What the task requires - Look through the listing below and say how many lines contain the word "paths". Nothing else belongs in the reply.

Data for review -

........

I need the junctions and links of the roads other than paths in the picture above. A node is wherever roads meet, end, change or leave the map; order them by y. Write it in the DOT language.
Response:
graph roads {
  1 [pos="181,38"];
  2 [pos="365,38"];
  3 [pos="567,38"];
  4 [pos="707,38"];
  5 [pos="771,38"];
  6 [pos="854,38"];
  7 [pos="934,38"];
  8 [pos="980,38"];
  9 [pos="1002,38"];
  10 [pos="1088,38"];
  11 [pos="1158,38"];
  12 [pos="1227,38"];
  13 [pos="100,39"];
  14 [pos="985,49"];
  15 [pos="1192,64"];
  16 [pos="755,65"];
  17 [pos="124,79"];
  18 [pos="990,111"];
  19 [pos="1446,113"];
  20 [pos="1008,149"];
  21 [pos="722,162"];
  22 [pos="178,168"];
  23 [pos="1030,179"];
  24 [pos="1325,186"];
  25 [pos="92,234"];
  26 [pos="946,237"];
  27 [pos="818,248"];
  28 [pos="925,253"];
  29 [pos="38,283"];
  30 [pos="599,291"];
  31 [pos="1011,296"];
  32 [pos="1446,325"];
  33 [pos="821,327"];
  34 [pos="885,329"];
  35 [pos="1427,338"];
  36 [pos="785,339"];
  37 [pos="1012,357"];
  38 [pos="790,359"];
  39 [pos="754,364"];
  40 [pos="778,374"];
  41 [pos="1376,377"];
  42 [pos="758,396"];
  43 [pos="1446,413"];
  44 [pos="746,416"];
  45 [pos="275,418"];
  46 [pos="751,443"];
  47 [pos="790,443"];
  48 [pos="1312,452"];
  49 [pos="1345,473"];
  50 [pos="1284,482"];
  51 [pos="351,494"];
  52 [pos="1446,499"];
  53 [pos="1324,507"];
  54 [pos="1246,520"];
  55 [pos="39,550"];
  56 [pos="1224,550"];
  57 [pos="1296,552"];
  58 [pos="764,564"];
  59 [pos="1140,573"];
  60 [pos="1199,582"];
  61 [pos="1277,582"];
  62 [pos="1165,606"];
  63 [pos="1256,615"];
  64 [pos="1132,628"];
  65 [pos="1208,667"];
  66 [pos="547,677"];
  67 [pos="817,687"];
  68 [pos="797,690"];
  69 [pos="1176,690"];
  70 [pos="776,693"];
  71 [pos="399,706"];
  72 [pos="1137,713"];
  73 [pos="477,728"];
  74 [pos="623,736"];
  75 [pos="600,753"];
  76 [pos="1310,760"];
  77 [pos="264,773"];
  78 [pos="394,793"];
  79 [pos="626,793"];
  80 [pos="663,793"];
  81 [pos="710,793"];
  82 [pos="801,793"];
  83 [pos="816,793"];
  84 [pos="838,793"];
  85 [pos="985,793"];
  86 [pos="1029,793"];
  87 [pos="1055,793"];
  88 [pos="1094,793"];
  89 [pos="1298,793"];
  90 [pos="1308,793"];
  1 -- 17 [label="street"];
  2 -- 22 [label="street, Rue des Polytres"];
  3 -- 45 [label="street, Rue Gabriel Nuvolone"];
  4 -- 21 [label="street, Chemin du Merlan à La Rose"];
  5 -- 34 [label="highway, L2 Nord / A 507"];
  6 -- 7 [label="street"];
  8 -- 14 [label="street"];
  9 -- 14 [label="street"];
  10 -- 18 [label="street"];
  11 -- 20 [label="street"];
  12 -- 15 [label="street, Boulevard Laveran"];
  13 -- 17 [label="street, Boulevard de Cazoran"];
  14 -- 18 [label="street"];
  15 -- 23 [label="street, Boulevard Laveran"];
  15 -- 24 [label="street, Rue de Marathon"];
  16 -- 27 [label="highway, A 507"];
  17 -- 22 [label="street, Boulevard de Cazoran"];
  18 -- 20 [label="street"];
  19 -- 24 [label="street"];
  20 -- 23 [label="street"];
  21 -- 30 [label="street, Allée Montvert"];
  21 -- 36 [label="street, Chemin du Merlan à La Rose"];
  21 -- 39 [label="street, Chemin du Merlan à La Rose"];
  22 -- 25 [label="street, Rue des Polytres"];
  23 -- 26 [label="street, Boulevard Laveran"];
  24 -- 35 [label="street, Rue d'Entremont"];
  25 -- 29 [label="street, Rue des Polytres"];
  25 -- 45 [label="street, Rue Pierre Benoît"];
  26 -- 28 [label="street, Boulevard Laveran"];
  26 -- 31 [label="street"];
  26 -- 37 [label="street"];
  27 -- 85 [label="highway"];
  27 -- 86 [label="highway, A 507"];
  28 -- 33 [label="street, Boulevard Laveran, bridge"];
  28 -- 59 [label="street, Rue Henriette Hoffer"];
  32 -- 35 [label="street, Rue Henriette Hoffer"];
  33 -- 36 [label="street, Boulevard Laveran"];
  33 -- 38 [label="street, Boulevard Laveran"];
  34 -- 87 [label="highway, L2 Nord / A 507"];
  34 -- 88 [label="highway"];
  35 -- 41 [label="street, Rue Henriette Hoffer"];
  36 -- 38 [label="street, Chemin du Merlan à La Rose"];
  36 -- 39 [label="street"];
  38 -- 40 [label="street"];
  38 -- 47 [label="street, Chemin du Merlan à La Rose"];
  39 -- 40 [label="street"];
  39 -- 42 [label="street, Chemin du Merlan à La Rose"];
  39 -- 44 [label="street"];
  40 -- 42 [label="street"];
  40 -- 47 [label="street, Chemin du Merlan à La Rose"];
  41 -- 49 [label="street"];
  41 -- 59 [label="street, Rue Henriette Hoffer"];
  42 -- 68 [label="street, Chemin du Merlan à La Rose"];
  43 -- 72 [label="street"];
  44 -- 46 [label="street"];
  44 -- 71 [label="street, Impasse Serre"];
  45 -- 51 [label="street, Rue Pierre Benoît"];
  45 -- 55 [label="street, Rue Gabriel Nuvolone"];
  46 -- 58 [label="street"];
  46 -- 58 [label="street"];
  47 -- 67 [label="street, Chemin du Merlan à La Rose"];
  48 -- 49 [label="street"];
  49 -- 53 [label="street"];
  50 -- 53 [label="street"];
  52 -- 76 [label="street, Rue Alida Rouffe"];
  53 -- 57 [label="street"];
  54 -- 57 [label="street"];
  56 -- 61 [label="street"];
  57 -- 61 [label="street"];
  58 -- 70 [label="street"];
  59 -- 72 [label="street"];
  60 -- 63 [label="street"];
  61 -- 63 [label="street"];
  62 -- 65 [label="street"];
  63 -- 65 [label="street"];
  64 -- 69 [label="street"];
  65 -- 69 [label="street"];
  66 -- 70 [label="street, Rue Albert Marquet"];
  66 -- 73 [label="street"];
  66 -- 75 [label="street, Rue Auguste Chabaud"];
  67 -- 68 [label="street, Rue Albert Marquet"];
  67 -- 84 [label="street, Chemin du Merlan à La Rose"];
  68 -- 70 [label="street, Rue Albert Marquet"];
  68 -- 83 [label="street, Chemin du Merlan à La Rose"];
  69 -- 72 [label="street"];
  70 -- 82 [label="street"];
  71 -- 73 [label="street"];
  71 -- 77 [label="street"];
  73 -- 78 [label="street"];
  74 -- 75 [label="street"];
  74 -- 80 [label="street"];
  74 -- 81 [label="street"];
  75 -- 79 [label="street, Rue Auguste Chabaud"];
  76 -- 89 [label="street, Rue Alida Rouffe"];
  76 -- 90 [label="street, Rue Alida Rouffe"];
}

........

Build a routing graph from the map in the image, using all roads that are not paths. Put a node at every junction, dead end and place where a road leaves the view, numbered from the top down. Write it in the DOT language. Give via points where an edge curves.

........

Exercise response - 2